Uma assistente de IA futurista renasce no centro de um laboratório, alimentada por dois gigantes da tecnologia sob o olhar atónito dos engenheiros.

Resumindo

  • A Apple teria escolhido os chips Nvidia Blackwell B200 hospedados nos data centers do Google.
  • Os testes internos na Private Cloud Compute teriam sido muito lentos para relançar o Siri.
  • O Siri poderia se tornar conversacional, contextual e melhor integrado aos dados pessoais dos usuários Apple.
  • A privacidade continuaria central graças à criptografia das requisições durante seu processamento em nuvem segura.

Apple abre mão de uma peça-chave de sua receita histórica

Segundo diversos veículos especializados, Apple teria escolhido os chips Blackwell B200 da Nvidia hospedados nos data centers do Google. Essa orientação contraria uma filosofia defendida há anos. Normalmente, a Apple controla todos os seus componentes estratégicos, do silício aos serviços em nuvem.

No entanto, os testes realizados com o Private Cloud Compute não teriam alcançado o desempenho esperado. A Apple teria testado uma versão adaptada do Gemini em suas próprias infraestruturas. O resultado teria sido considerado lento demais para alimentar a nova geração do Siri.

Os processadores Blackwell B200 representam hoje uma das referências da indústria de IA. Sua arquitetura acelera massivamente a inferência e o treinamento dos grandes modelos de linguagem. Nesta manufatura digital onde cada milissegundo vale ouro, a Apple parece ter preferido a eficiência ao orgulho tecnológico.

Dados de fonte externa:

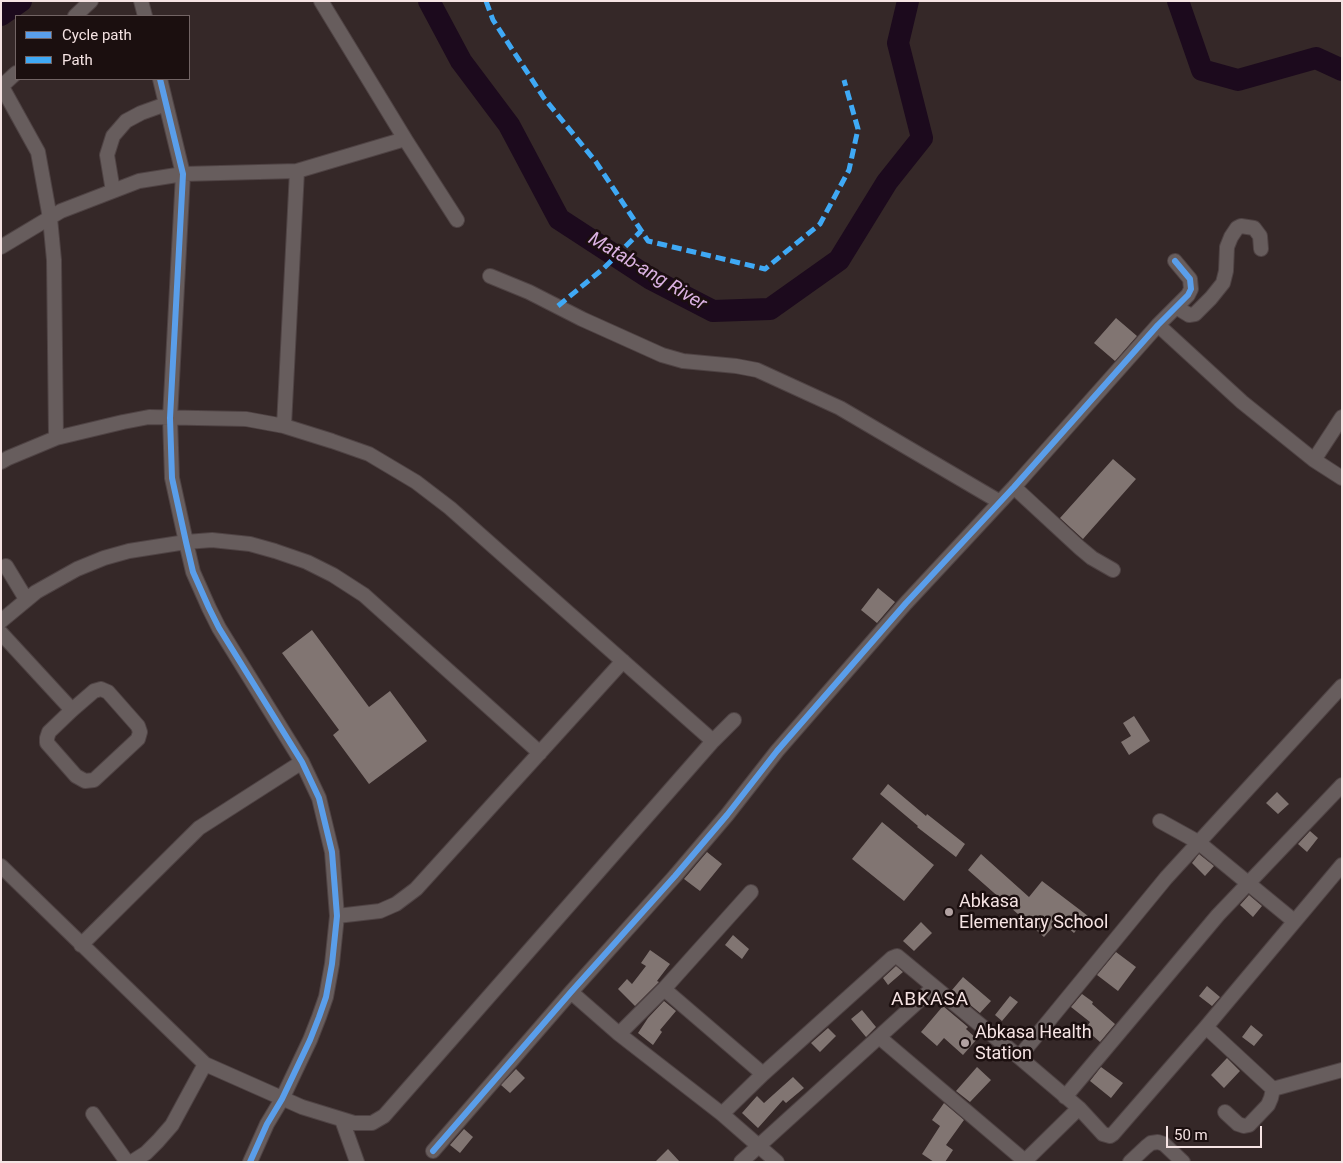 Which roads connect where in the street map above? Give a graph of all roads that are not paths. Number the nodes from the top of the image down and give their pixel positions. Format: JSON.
{"nodes":[{"id":1,"x":91,"y":1,"type":"edge"},
{"id":2,"x":141,"y":1,"type":"edge"},
{"id":3,"x":321,"y":1,"type":"edge"},
{"id":4,"x":77,"y":15,"type":"edge"},
{"id":5,"x":144,"y":15,"type":"edge"},
{"id":6,"x":15,"y":74,"type":"edge"},
{"id":7,"x":160,"y":80,"type":"edge"},
{"id":8,"x":2,"y":87,"type":"edge"},
{"id":9,"x":166,"y":104,"type":"junction"},
{"id":10,"x":405,"y":139,"type":"junction"},
{"id":11,"x":297,"y":171,"type":"junction"},
{"id":12,"x":182,"y":174,"type":"junction"},
{"id":13,"x":113,"y":191,"type":"junction"},
{"id":14,"x":50,"y":218,"type":"junction"},
{"id":15,"x":457,"y":220,"type":"dead end"},
{"id":16,"x":1,"y":247,"type":"edge"},
{"id":17,"x":1262,"y":249,"type":"dead end"},
{"id":18,"x":1175,"y":262,"type":"dead end"},
{"id":19,"x":490,"y":276,"type":"dead end"},
{"id":20,"x":1176,"y":307,"type":"junction"},
{"id":21,"x":1158,"y":325,"type":"junction"},
{"id":22,"x":1342,"y":417,"type":"edge"},
{"id":23,"x":170,"y":418,"type":"junction"},
{"id":24,"x":284,"y":426,"type":"junction"},
{"id":25,"x":56,"y":438,"type":"junction"},
{"id":26,"x":1314,"y":460,"type":"junction"},
{"id":27,"x":1,"y":462,"type":"edge"},
{"id":28,"x":1342,"y":478,"type":"edge"},
{"id":29,"x":1014,"y":487,"type":"junction"},
{"id":30,"x":1000,"y":502,"type":"junction"},
{"id":31,"x":186,"y":542,"type":"junction"},
{"id":32,"x":6,"y":566,"type":"dead end"},
{"id":33,"x":1113,"y":570,"type":"dead end"},
{"id":34,"x":26,"y":599,"type":"junction"},
{"id":35,"x":1,"y":621,"type":"edge"},
{"id":36,"x":1,"y":633,"type":"edge"},
{"id":37,"x":623,"y":661,"type":"junction"},
{"id":38,"x":1342,"y":686,"type":"edge"},
{"id":39,"x":72,"y":710,"type":"junction"},
{"id":40,"x":734,"y":720,"type":"dead end"},
{"id":41,"x":713,"y":741,"type":"junction"},
{"id":42,"x":540,"y":753,"type":"junction"},
{"id":43,"x":302,"y":762,"type":"junction"},
{"id":44,"x":1342,"y":785,"type":"edge"},
{"id":45,"x":1160,"y":822,"type":"dead end"},
{"id":46,"x":1198,"y":842,"type":"junction"},
{"id":47,"x":1342,"y":865,"type":"edge"},
{"id":48,"x":1,"y":866,"type":"edge"},
{"id":49,"x":1248,"y":884,"type":"junction"},
{"id":50,"x":751,"y":892,"type":"dead end"},
{"id":51,"x":337,"y":916,"type":"junction"},
{"id":52,"x":1294,"y":922,"type":"junction"},
{"id":53,"x":82,"y":945,"type":"junction"},
{"id":54,"x":934,"y":986,"type":"junction"},
{"id":55,"x":664,"y":989,"type":"junction"},
{"id":56,"x":571,"y":992,"type":"junction"},
{"id":57,"x":1206,"y":1027,"type":"junction"},
{"id":58,"x":619,"y":1034,"type":"junction"},
{"id":59,"x":879,"y":1037,"type":"junction"},
{"id":60,"x":1019,"y":1057,"type":"junction"},
{"id":61,"x":205,"y":1064,"type":"junction"},
{"id":62,"x":1342,"y":1070,"type":"edge"},
{"id":63,"x":763,"y":1074,"type":"junction"},
{"id":64,"x":1273,"y":1089,"type":"junction"},
{"id":65,"x":1065,"y":1097,"type":"junction"},
{"id":66,"x":282,"y":1099,"type":"junction"},
{"id":67,"x":1079,"y":1108,"type":"junction"},
{"id":68,"x":1225,"y":1112,"type":"dead end"},
{"id":69,"x":93,"y":1114,"type":"dead end"},
{"id":70,"x":722,"y":1114,"type":"junction"},
{"id":71,"x":342,"y":1120,"type":"junction"},
{"id":72,"x":758,"y":1147,"type":"junction"},
{"id":73,"x":433,"y":1151,"type":"dead end"},
{"id":74,"x":1025,"y":1161,"type":"edge"},
{"id":75,"x":127,"y":1162,"type":"edge"},
{"id":76,"x":132,"y":1162,"type":"edge"},
{"id":77,"x":250,"y":1162,"type":"edge"},
{"id":78,"x":357,"y":1162,"type":"edge"},
{"id":79,"x":741,"y":1162,"type":"edge"},
{"id":80,"x":777,"y":1162,"type":"edge"},
{"id":81,"x":1130,"y":1162,"type":"edge"},
{"id":82,"x":1183,"y":1162,"type":"edge"}],
"edges":[{"from":1,"to":4,"type":"street"},
{"from":2,"to":5,"type":"street"},
{"from":3,"to":10,"type":"street"},
{"from":6,"to":8,"type":"street"},
{"from":7,"to":9,"type":"street"},
{"from":8,"to":14,"type":"street"},
{"from":9,"to":12,"type":"street"},
{"from":9,"to":13,"type":"street"},
{"from":10,"to":11,"type":"street"},
{"from":10,"to":15,"type":"street"},
{"from":11,"to":12,"type":"street"},
{"from":11,"to":24,"type":"street"},
{"from":12,"to":13,"type":"street"},
{"from":12,"to":23,"type":"street"},
{"from":13,"to":14,"type":"street"},
{"from":14,"to":16,"type":"street"},
{"from":14,"to":25,"type":"street"},
{"from":17,"to":20,"type":"street"},
{"from":18,"to":20,"type":"street"},
{"from":19,"to":30,"type":"street"},
{"from":20,"to":21,"type":"street"},
{"from":21,"to":26,"type":"street"},
{"from":21,"to":29,"type":"street"},
{"from":22,"to":26,"type":"street"},
{"from":23,"to":24,"type":"street"},
{"from":23,"to":25,"type":"street"},
{"from":23,"to":31,"type":"street"},
{"from":24,"to":37,"type":"street"},
{"from":25,"to":27,"type":"street"},
{"from":26,"to":28,"type":"street"},
{"from":29,"to":30,"type":"street"},
{"from":29,"to":33,"type":"street"},
{"from":30,"to":56,"type":"street"},
{"from":31,"to":34,"type":"street"},
{"from":31,"to":42,"type":"street"},
{"from":31,"to":43,"type":"street"},
{"from":32,"to":34,"type":"street"},
{"from":34,"to":35,"type":"street"},
{"from":36,"to":39,"type":"street"},
{"from":37,"to":41,"type":"street"},
{"from":37,"to":42,"type":"street"},
{"from":38,"to":46,"type":"street"},
{"from":39,"to":39,"type":"street"},
{"from":40,"to":41,"type":"street"},
{"from":41,"to":71,"type":"street"},
{"from":42,"to":51,"type":"street"},
{"from":43,"to":51,"type":"street"},
{"from":43,"to":53,"type":"street"},
{"from":44,"to":49,"type":"street"},
{"from":45,"to":46,"type":"street"},
{"from":46,"to":49,"type":"street"},
{"from":46,"to":60,"type":"street"},
{"from":47,"to":52,"type":"street"},
{"from":48,"to":53,"type":"street"},
{"from":49,"to":52,"type":"street"},
{"from":49,"to":65,"type":"street"},
{"from":50,"to":55,"type":"street"},
{"from":51,"to":66,"type":"street"},
{"from":52,"to":57,"type":"street"},
{"from":53,"to":61,"type":"street"},
{"from":54,"to":59,"type":"street"},
{"from":54,"to":60,"type":"street"},
{"from":54,"to":63,"type":"street"},
{"from":55,"to":58,"type":"street"},
{"from":55,"to":63,"type":"street"},
{"from":56,"to":58,"type":"street"},
{"from":56,"to":73,"type":"street"},
{"from":57,"to":64,"type":"street"},
{"from":57,"to":67,"type":"street"},
{"from":58,"to":70,"type":"street"},
{"from":59,"to":72,"type":"street"},
{"from":59,"to":74,"type":"street"},
{"from":60,"to":65,"type":"street"},
{"from":61,"to":66,"type":"street"},
{"from":61,"to":76,"type":"street"},
{"from":62,"to":64,"type":"street"},
{"from":63,"to":70,"type":"street"},
{"from":64,"to":68,"type":"street"},
{"from":65,"to":67,"type":"street"},
{"from":66,"to":71,"type":"street"},
{"from":66,"to":77,"type":"street"},
{"from":67,"to":74,"type":"street"},
{"from":69,"to":75,"type":"street"},
{"from":70,"to":72,"type":"street"},
{"from":71,"to":78,"type":"street"},
{"from":72,"to":79,"type":"street"},
{"from":72,"to":80,"type":"street"},
{"from":81,"to":82,"type":"street"}]} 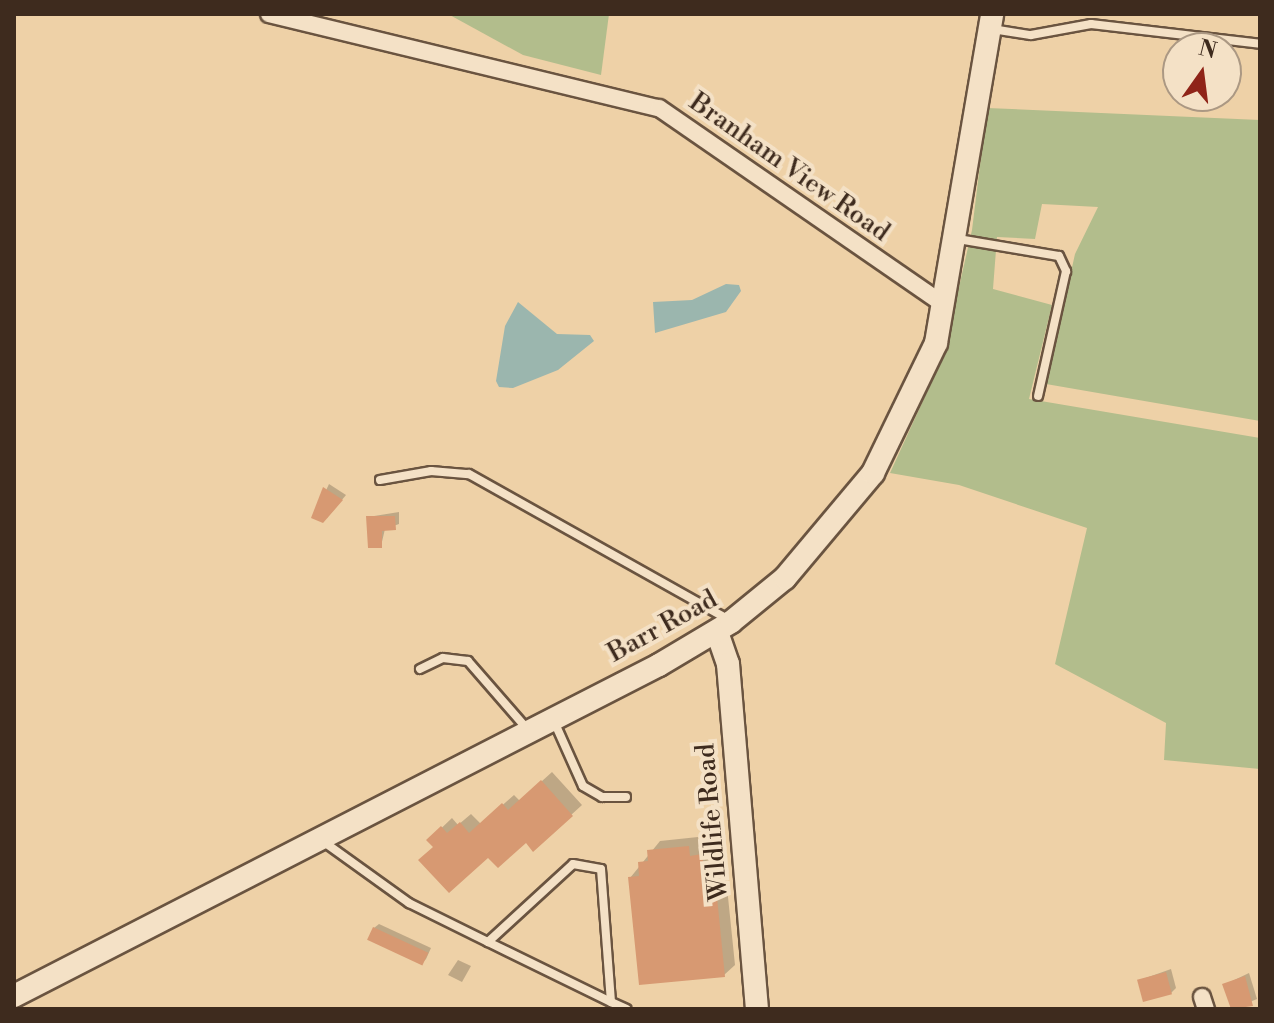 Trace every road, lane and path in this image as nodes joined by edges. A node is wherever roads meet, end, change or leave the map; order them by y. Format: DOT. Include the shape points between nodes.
graph roads {
  1 [pos="269,14"];
  2 [pos="991,22"];
  3 [pos="1260,44"];
  4 [pos="958,239"];
  5 [pos="945,305"];
  6 [pos="1038,396"];
  7 [pos="380,480"];
  8 [pos="724,627"];
  9 [pos="420,669"];
  10 [pos="553,719"];
  11 [pos="529,731"];
  12 [pos="626,797"];
  13 [pos="320,839"];
  14 [pos="488,942"];
  15 [pos="14,996"];
  16 [pos="611,1002"];
  17 [pos="627,1009"];
  18 [pos="757,1009"];
  1 -- 5 [label="street, Branham View Road" via="659,108"];
  2 -- 3 [label="lane" via="1031,35 1091,24"];
  2 -- 4 [label="street, Barr Road"];
  4 -- 5 [label="street, Barr Road"];
  4 -- 6 [label="lane" via="1059,256 1066,271"];
  5 -- 8 [label="street, Barr Road" via="927,366 873,473 785,578"];
  7 -- 8 [label="lane" via="431,471 469,474 619,554"];
  8 -- 10 [label="street, Barr Road"];
  8 -- 18 [label="street, Wildlife Road"];
  9 -- 11 [label="lane" via="443,658 468,661"];
  10 -- 11 [label="street, Barr Road"];
  10 -- 12 [label="lane" via="583,786 602,797"];
  11 -- 13 [label="street, Barr Road"];
  13 -- 14 [label="lane" via="409,903"];
  13 -- 15 [label="street, Barr Road"];
  14 -- 16 [label="lane"];
  14 -- 16 [label="lane" via="573,864 601,869"];
  16 -- 17 [label="lane"];
} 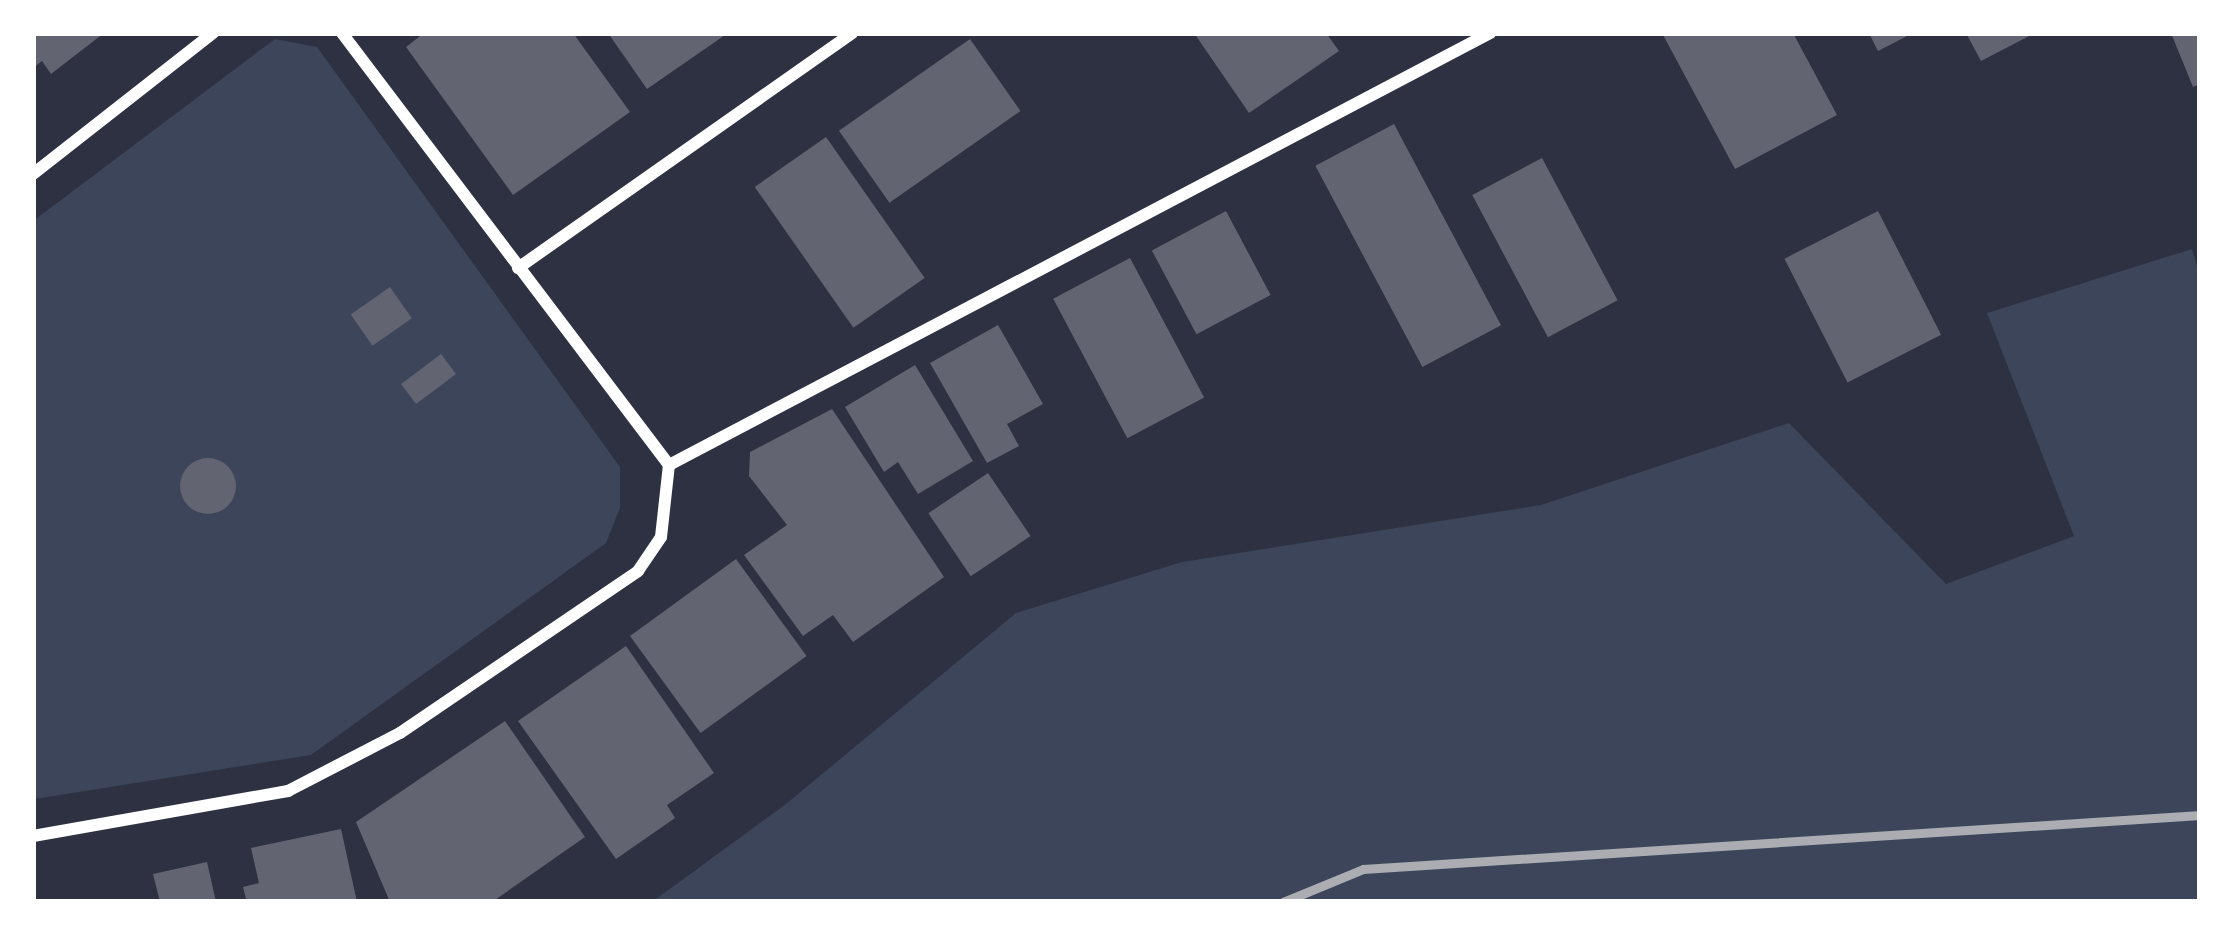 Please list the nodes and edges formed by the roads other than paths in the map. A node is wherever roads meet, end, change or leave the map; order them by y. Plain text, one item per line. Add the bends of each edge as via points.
1 (213, 33) edge
2 (342, 33) edge
3 (851, 33) edge
4 (1490, 33) edge
5 (33, 174) edge
6 (518, 268) junction
7 (669, 465) junction
8 (33, 836) edge

1 - 5 street
2 - 6 street
3 - 6 street
4 - 7 street
6 - 7 street
7 - 8 street via 661,537 638,572 400,734 288,791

Um rumor já mencionava a possível compra de 250 servidores Nvidia NVL72 avaliados em cerca de 4 milhões de dólares cada. Mesmo não confirmada, essa hipótese ilustra a magnitude dos investimentos necessários para reposicionar o Siri frente à concorrência.

Dois anos perdidos: como o Siri tenta seu retorno espetacular

A Apple apresentou as primeiras etapas dessa transformação durante a WWDC 2024. Entretanto, as funções prometidas nunca chegaram ao público geral. As bases técnicas do Siri não eram suficientemente sólidas para suportar essa nova camada de IA.

Desta vez, o Siri deverá acessar o contexto pessoal do usuário. O assistente poderá consultar mensagens, emails, documentos ou fotos para fornecer respostas mais precisas. O Siri também deverá compreender o que aparece diretamente na tela do iPhone ou iPad.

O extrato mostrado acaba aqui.